Likelihood based inference in data privacy and other discrete missing data problems.
Open Access
- Author:
- Karwa, Vishesh
- Graduate Program:
- Statistics
- Degree:
- Doctor of Philosophy
- Document Type:
- Dissertation
- Date of Defense:
- June 23, 2014
- Committee Members:
- Aleksandra B Slavkovic, Dissertation Advisor/Co-Advisor
Debashis Ghosh, Committee Member
David Russell Hunter, Committee Member
Adam Smith, Special Member - Keywords:
- Missing Data
Likelihood
Privacy
networks
discrete data - Abstract:
- In this dissertation, we develop procedures for performing likelihood based inference in discrete data problems in the areas of data privacy, causal inference and ecological inference. In such problems, the data are missing and the conditional expectation of missing data given the observed data is intractable.
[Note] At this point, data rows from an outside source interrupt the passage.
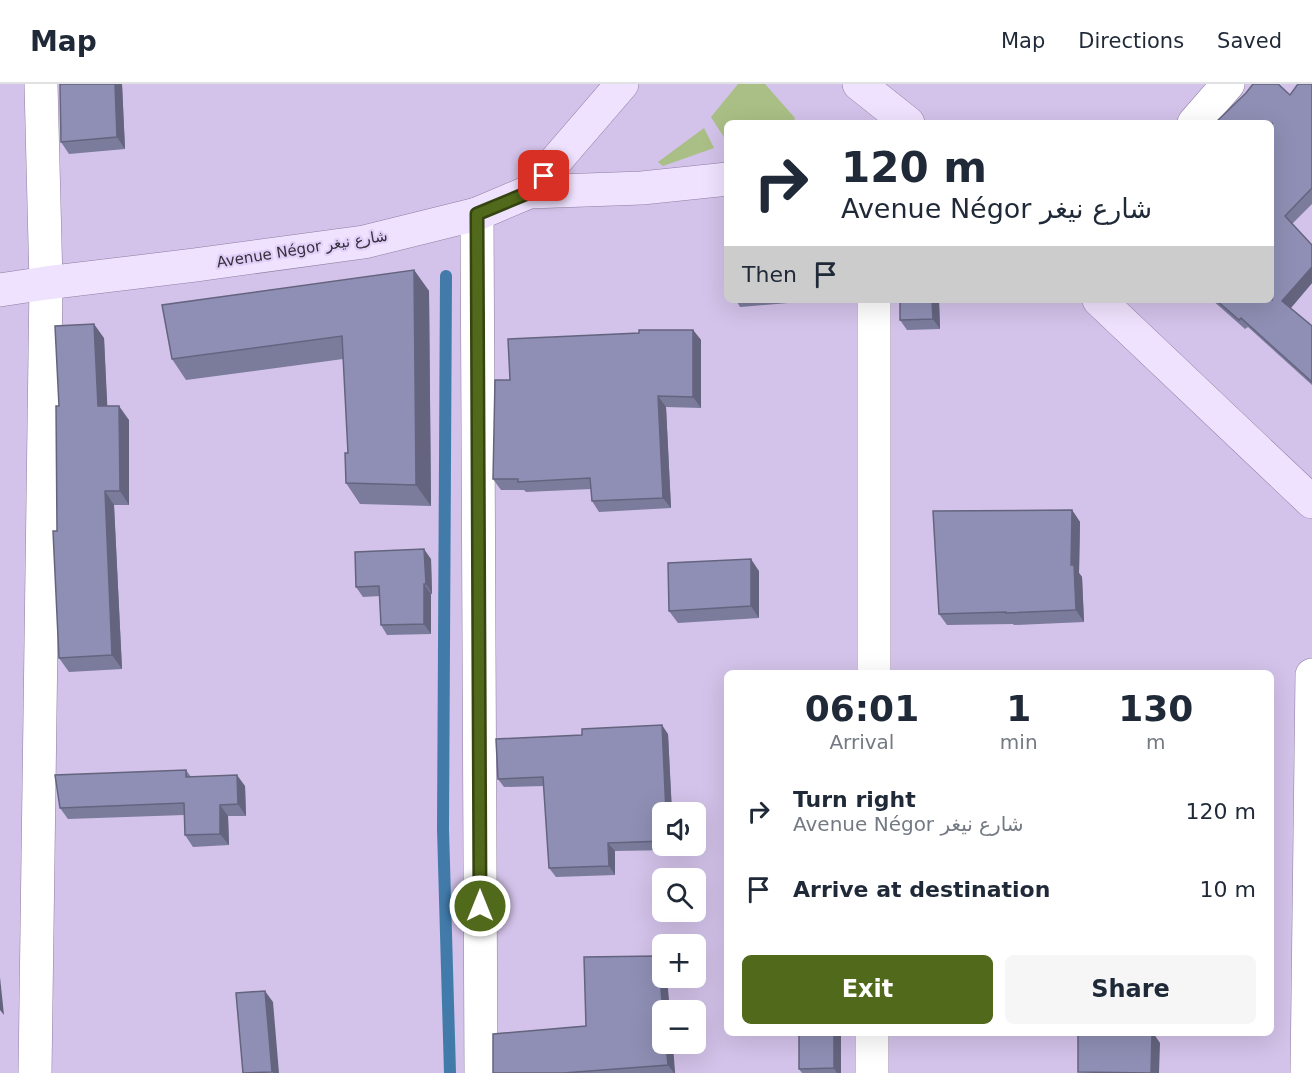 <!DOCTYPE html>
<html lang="en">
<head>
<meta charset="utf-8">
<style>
  :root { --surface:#fff; --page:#f6f6f7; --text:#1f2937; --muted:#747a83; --line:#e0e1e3; --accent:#51691a }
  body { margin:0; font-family:"DejaVu Sans",Cairo,sans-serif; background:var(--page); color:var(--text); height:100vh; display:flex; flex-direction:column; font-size:22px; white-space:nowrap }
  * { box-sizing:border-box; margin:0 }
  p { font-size:20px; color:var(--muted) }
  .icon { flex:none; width:33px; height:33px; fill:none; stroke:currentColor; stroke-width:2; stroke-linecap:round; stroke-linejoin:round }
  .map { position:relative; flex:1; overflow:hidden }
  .panel { position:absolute; left:724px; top:586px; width:550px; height:366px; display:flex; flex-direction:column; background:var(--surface); border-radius:9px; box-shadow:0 6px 24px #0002 }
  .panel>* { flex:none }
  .top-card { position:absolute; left:724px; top:36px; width:550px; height:183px; border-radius:9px; box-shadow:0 6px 24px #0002; background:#fff; color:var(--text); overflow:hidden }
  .buttons { position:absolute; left:652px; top:718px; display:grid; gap:12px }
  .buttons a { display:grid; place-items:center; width:54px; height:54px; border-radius:9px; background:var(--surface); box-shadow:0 6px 24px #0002; font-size:30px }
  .pin { position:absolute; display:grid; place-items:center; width:51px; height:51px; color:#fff; margin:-26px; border-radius:12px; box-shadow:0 3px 9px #0006 }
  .me { position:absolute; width:66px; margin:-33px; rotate:0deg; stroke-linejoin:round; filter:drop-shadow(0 0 4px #0008) }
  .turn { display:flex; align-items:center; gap:21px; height:126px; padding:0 18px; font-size:27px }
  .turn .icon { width:78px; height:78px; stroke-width:2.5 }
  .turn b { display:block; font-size:42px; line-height:51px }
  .then { display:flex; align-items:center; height:57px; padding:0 18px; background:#0003; gap:12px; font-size:22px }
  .eta { display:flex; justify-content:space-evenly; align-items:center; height:102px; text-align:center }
  .eta b { font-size:36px; font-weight:700; line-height:42px }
  .button { display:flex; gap:12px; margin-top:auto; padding:12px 18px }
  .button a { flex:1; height:69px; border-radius:9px; background:var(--accent); color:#fff; font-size:24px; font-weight:700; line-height:69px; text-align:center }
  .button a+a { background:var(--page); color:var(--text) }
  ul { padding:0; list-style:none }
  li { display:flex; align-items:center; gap:18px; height:78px; padding:0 18px }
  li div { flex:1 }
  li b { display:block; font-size:22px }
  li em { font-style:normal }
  header { display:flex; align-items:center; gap:36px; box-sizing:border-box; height:84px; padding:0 30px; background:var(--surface); border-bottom:2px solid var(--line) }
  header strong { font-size:28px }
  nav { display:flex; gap:33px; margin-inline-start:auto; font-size:21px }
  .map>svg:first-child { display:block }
</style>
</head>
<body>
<header>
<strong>Map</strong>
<nav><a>Map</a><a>Directions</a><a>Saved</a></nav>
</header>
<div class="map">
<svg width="1312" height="989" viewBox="0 0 1312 989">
  <rect width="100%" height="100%" fill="#d3c2e9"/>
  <!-- garden -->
  <path fill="#a9bf85" d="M738,0H765L795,34L793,39H728L727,58L711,33Z
    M704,44L714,64L663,82L658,78Z"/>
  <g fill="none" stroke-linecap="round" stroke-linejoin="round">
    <!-- stream -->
    <path stroke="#427baa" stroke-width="12" d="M446,192L443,745L450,989"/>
    <defs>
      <path id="street" d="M1194,39L1228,0
        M477,130L481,989
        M874,590V216
        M35,989L46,199L41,0
        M872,989V950
        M1307,989L1312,591"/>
      <path id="secondary" d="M859,0L908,39
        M529,108L642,104L728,95
        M0,206L46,199L195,181L364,158L477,130L529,108L622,0
        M1099,216L1312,418"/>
    </defs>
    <!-- street casing -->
    <use href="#street" stroke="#8e7ea2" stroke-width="34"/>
    <!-- secondary casing -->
    <use href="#secondary" stroke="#8e7ea2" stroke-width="34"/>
    <!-- street -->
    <use href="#street" stroke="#fff" stroke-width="33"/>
    <!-- secondary -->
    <use href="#secondary" stroke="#efe2fe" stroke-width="33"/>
  </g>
  <!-- wall -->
  <path fill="#7b7b9c" d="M122,0L125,65L69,70L61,58Z
    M1312,0V120L1292,140L1312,161V199L1291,224L1312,242V301L1248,243L1245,245L1212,216H1272L1290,11Z
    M414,186L429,207L431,422L360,420L346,399L348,369L343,275L186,296L172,275Z
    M736,216H800V218L740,223Z
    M900,216H939L940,245L907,246L900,236Z
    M693,246L701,256V324L666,323L671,424L599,428L592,417L591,405L526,408L524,406H501L493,395L510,296L639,249Z
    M104,254L107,322L129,336V421H114L122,585L69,588L59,574L57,447Z
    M1072,426L1080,438L1079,489L1082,493L1084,538L1014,541L1013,540L947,541L939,530Z
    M431,475L432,510H431V550L387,551L381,541L380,512L363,513L356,503Z
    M759,487V534L678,539L669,527Z
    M668,650L672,729H663V762H674V766L615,767V791L556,793L549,784L544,702L504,703L498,695Z
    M186,686L191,693L245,702L246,732H228L229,761L193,763L185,751L184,731L68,735L60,724Z
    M658,872L663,879V894L675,989H493L586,942Z
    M841,950V989H802L799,985Z"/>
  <!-- shaded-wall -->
  <path fill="#64647f" d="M115,0H122L125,65L117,53Z
    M1312,183V199L1289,226L1282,217Z
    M414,186L429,207L431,422L416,401Z
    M932,216H939L940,245L933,235Z
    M94,240L104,254L108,336L98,322Z
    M693,246L701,256V324L693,313Z
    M658,312L666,323L671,424L663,414Z
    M119,322L129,336V421L120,407Z
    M105,407L114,421L122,585L112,571Z
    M1072,426L1080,438L1079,489L1082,493L1084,538L1076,526L1071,481Z
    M424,465L431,475L432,510L426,500Z
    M751,475L759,487V534L751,522Z
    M424,500L431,510V550L424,540Z
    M662,641L668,650L672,729H666Z
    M237,691L245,702L246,732L238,720Z
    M220,721L228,732L229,761L220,750Z
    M608,759L615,767V791L609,782Z
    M658,872L663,879V894H667L670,927H663Z
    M0,893L4,931L0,926Z
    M265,907L273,918L279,989H273L272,988Z
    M834,950H841V989H837L834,984Z
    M1152,950H1154L1160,959L1159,989H1151Z
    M666,960H673L675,989H674L668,981Z"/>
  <!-- building -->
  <path fill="#8f8fb5" stroke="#64647f" stroke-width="1.5" d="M60,0H115L117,53L61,58Z
    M1253,0H1278L1290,11L1298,0H1312V104L1285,132L1312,161V183L1282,217L1312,242V298L1241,234L1239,236L1216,216H1272V39H1215L1246,9Z
    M414,186L416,401L346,399L345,369H348L342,252L172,275L162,221Z
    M900,216H932L933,235L900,236Z
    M94,240L98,322H119L120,407H105L112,571L59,574L53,447H57L56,322H59L55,242Z
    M639,246H693V313L658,312L663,414L592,417L590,394L518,398V395H493L495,296H510L508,255L639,249Z
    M1072,426L1071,481H1074L1076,526L1006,529V528L939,530L933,427Z
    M424,465L426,500H424V540L381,541L379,502L356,503L355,468Z
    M751,475V522L669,527L668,479Z
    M662,641L666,729H663V757L608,759L609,782L549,784L543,693L498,695L496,655L582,651V645Z
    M186,686V693L237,691L238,720L220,721V750L185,751L184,719L60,724L55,691Z
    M658,872L663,927V960H666L668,981L563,989H493V950L586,942L584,873Z
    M265,907L272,988L243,989L236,909Z
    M799,950H834V984L799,985Z
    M1078,950H1152L1151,989L1078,988Z"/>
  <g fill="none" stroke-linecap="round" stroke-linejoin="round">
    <defs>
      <path id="route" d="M480,822L477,130L530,108L544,92"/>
    </defs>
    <!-- route casing -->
    <use href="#route" stroke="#354411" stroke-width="15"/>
    <!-- route -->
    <use href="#route" stroke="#51691a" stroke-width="10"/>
  </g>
  <g text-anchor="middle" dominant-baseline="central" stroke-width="4.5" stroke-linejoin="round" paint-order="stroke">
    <!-- street labels -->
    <g font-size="15" fill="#362f3e" stroke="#e0cff6">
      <text transform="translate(302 165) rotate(-9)">Avenue Négor شارع نيغر</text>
    </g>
  </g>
</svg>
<div class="buttons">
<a><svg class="icon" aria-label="sound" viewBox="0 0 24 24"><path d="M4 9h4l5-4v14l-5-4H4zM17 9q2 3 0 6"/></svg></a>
<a><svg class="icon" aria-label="search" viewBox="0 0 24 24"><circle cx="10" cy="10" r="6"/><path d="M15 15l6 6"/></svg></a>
<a>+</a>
<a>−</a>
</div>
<div class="pin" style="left:544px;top:92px;background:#d93025"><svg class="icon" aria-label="arrive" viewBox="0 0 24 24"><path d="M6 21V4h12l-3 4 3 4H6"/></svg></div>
<svg class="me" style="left:480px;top:822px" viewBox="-20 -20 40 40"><circle r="17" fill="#51691a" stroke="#fff" stroke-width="3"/><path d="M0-11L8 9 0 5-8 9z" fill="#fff"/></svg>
<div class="top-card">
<div class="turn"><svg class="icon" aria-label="right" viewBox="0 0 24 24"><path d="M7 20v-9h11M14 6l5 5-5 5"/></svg><div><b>120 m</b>Avenue Négor شارع نيغر</div></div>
<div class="then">Then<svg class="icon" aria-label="arrive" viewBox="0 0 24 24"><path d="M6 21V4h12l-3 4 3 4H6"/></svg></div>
</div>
<section class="panel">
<div class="eta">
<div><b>06:01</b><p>Arrival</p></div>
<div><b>1</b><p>min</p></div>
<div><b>130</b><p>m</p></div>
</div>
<ul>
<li><svg class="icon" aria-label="right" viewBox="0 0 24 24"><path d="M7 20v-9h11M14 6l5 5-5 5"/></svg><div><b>Turn right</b><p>Avenue Négor شارع نيغر</p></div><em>120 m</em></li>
<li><svg class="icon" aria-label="arrive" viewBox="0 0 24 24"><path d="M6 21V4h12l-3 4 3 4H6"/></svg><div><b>Arrive at destination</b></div><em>10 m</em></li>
</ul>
<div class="button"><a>Exit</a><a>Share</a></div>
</section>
</div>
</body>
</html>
In data privacy problems, we focus on private inference in social networks and contingency tables. In such applications the original data may entirely be missing due to a known privacy mechanism and we only observe a randomized (or noisy) version of the data. We consider mechanisms that satisfy a notion of privacy called differential privacy. We demonstrate that ignoring the privacy mechanism can lead to invalid inferences. Furthermore, we develop inference procedures for three classes of models that take the privacy mechanism into account. For exponential random graph models (ERGMs) with degree sequences as sufficient statistics, we develop a privacy preserving estimator that is asymptotically consistent. For more general ERGMs where the differentially private mechanism applies a version of randomized response technique, we develop a Markov chain Monte Carlo (MCMC) method for inference. Lastly, we develop Variational approximations to estimate parameters of decomposable log-linear models fitted to ``noisy" contingency tables and to perform classification. In some cases, the procedures developed apply to more general classes of problems with known missing data mechanisms. In problems related to ecological and causal inference, the missing data mechanism is not known and needs to be modeled. Using tools from algebraic statistics, we develop an MCMC framework that unifies inference for these special types of models.